Don Vicente de la Cruz hocha la tête, découragé.

— Si. Moi. J’ai même envoyé un mémoire détaillé au comte d’Olivares. Mais je n’ai pas eu de réponse.

— Et l’Inquisition ?

— Elle est au courant. J’ai eu une conversation avec un membre du Conseil du Tribunal suprême. Il m’a promis de s’occuper de l’affaire et je sais qu’il a envoyé deux trinitaires au couvent. Mais les pères Coroado et Garzo ont si bien fait, avec le concours de la supérieure, qu’ils les ont convaincus que tout était en ordre.

— C’est quand même curieux, fit Don Francisco de Quevedo. L’Inquisition en veut au comte d’Olivares et le prétexte serait bon pour lui porter ombrage.

Le gentilhomme valencien haussa les épaules.

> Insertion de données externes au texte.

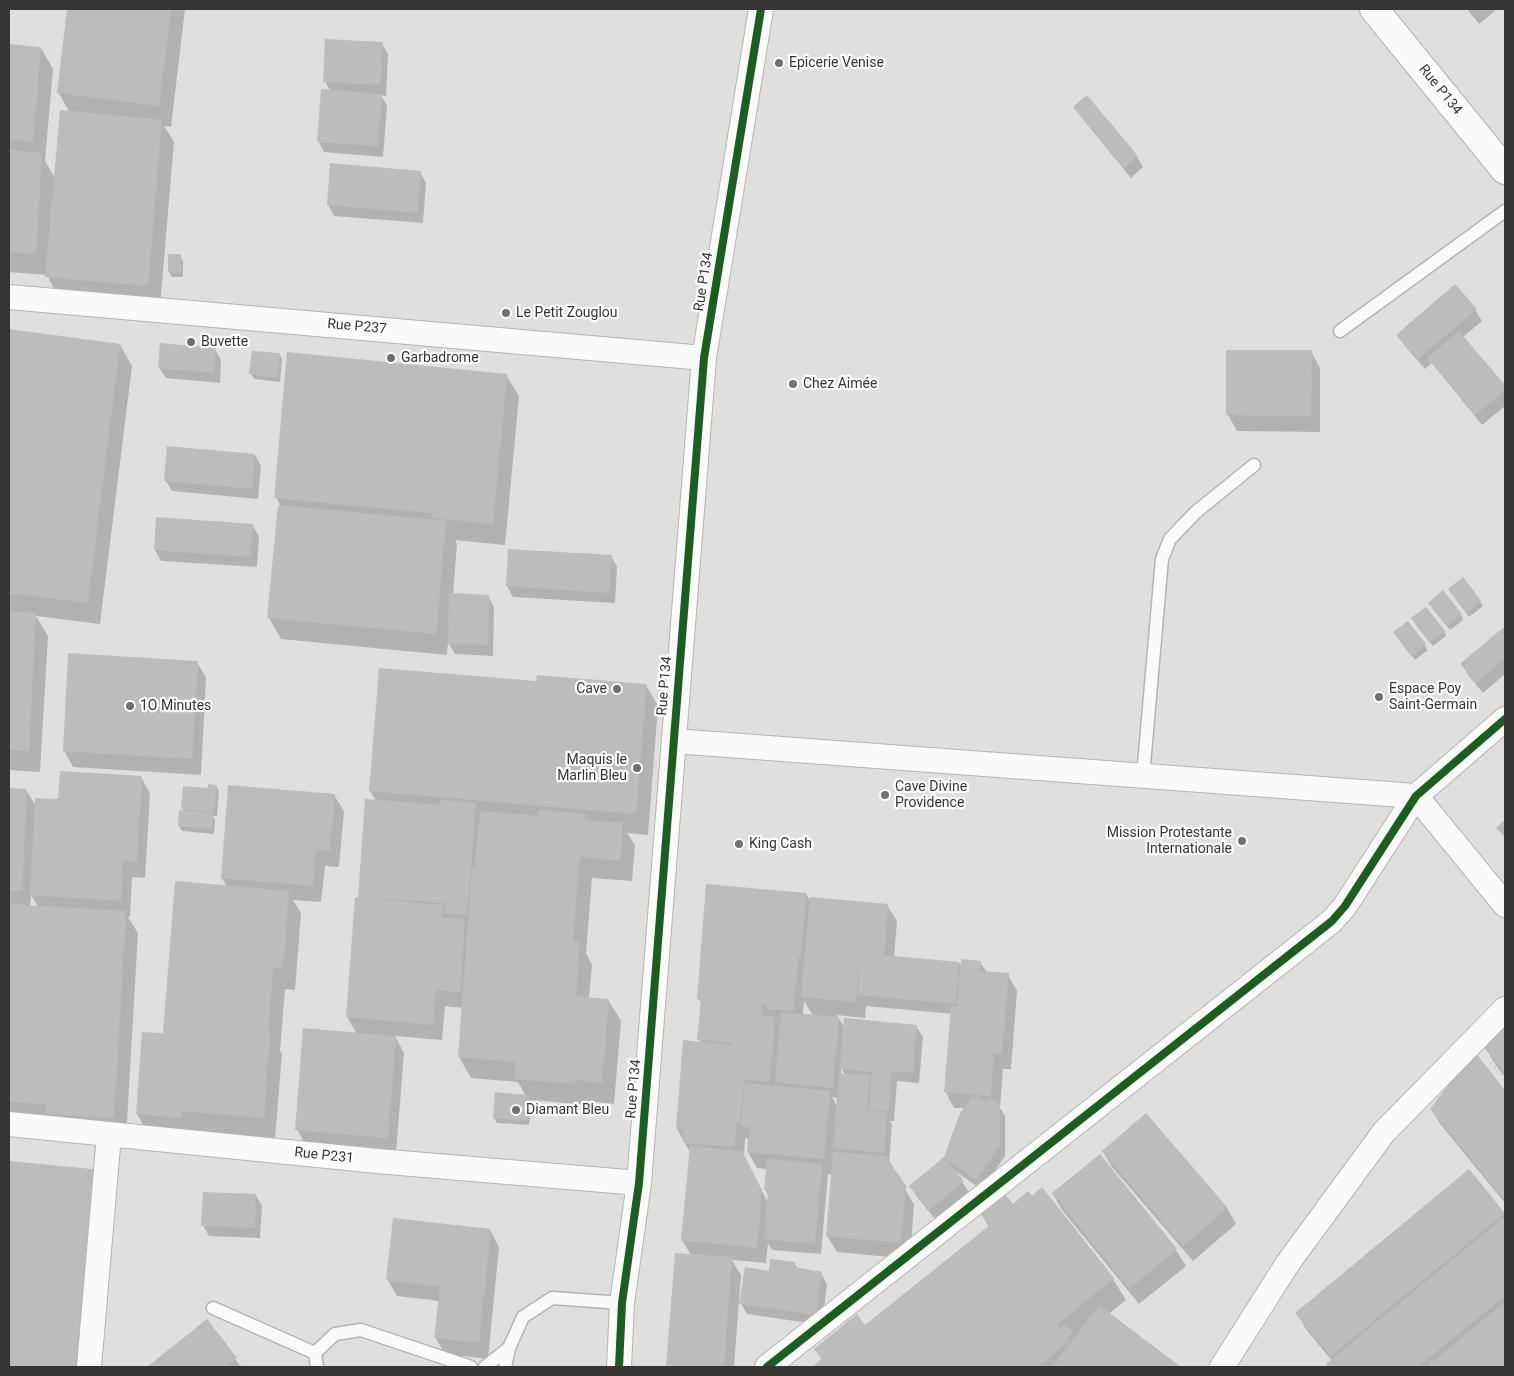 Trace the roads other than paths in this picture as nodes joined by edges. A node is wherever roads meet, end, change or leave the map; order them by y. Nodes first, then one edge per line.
1 (761, 9) edge
2 (1374, 9) edge
3 (1505, 170) edge
4 (1505, 211) edge
5 (9, 297) edge
6 (1340, 331) dead end
7 (704, 358) junction
8 (1254, 465) dead end
9 (1505, 720) edge
10 (674, 741) junction
11 (1143, 776) junction
12 (1416, 796) junction
13 (1505, 905) edge
14 (1505, 1009) edge
15 (9, 1124) edge
16 (109, 1134) junction
17 (639, 1183) junction
18 (622, 1303) junction
19 (213, 1308) dead end
20 (509, 1348) junction
21 (316, 1353) junction
22 (89, 1367) edge
23 (317, 1367) edge
24 (471, 1367) edge
25 (485, 1367) edge
26 (505, 1367) edge
27 (619, 1367) edge
28 (767, 1367) edge
29 (1222, 1367) edge

1 - 7 street, Rue P134
2 - 3 street, Rue P134
4 - 6 lane
5 - 7 street, Rue P237
7 - 10 street, Rue P134
8 - 11 lane
9 - 12 street
10 - 11 street
10 - 17 street, Rue P134
11 - 12 street
12 - 13 street
12 - 28 street
14 - 29 street
15 - 16 street, Rue P231
16 - 17 street, Rue P231
16 - 22 street
17 - 18 street, Rue P134
18 - 20 lane
18 - 27 street, Rue P134
19 - 21 lane
20 - 25 lane
20 - 26 lane
21 - 23 lane
21 - 24 lane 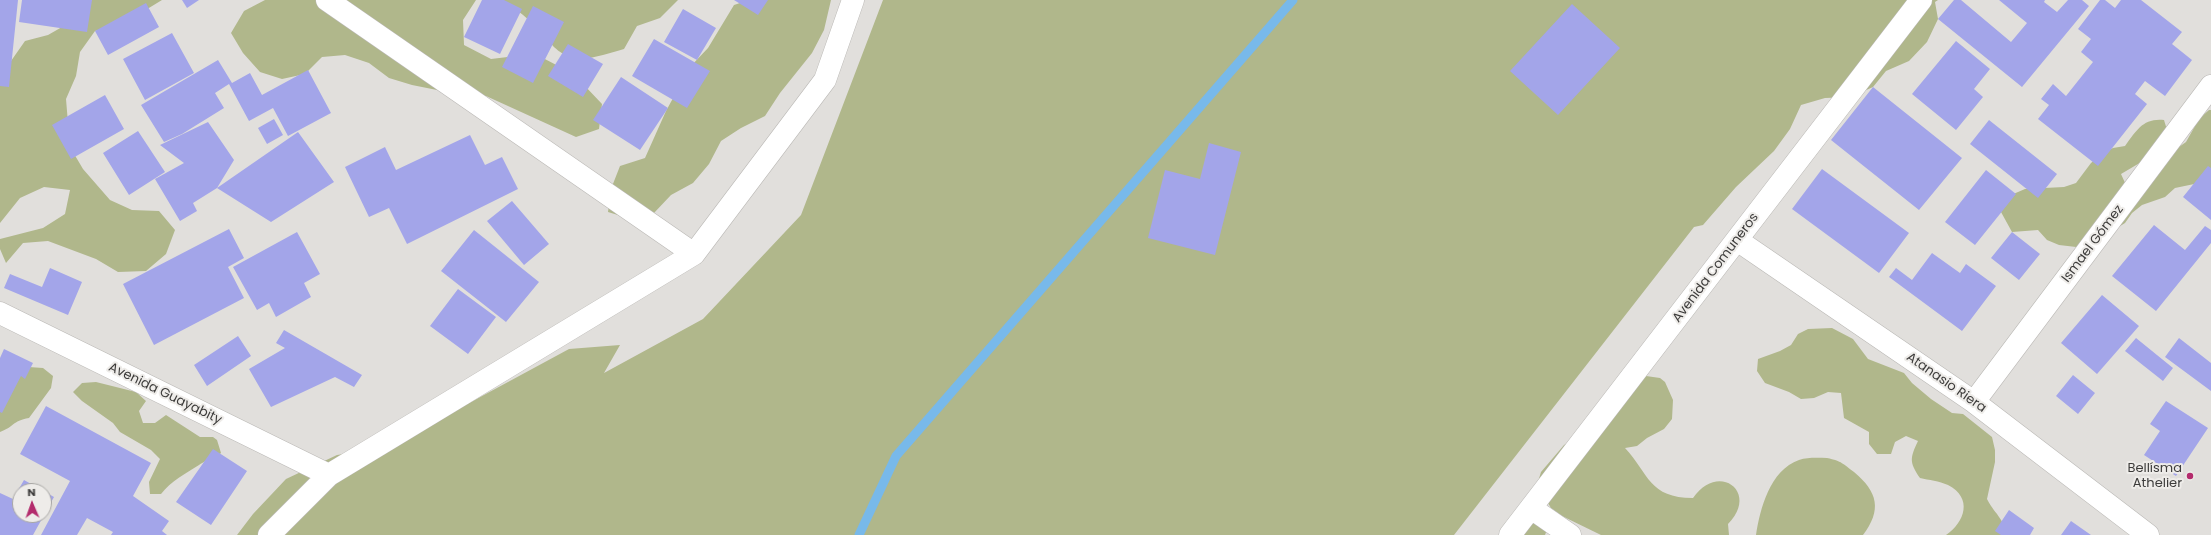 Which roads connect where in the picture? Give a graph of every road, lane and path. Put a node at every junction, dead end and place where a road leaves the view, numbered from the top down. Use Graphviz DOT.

— C’est ce que nous pensions. Mais ils croient sans doute que c’est viser bien haut pour une simple novice. De plus, mère Josefa, la supérieure, a une réputation de femme pieuse à la cour : elle fait dire une messe tous les jours ainsi que des prières spéciales pour que le favori et le roi aient des enfants mâles… Ce qui lui vaut respect et prestige, quand en réalité, sous son bavardage, c’est une femme simplette à qui les manières et la prestance de l’aumônier ont fait perdre le peu de cervelle qu’elle avait. Le cas n’a rien de rare : aujourd’hui, la moindre supérieure doit avoir au moins cinq stigmates et être en odeur de sainteté – méprisant, le vieil homme souriait avec amertume. Ses penchants mystiques, son désir de jouer un rôle, ses rêves de grandeur et ses relations font qu’elle se croit une nouvelle sainte Thérèse. Et puis, le père Coroado distribue les ducats à pleines mains et l’Adoration est le couvent le plus riche de Madrid. Bien des familles veulent y placer leurs filles.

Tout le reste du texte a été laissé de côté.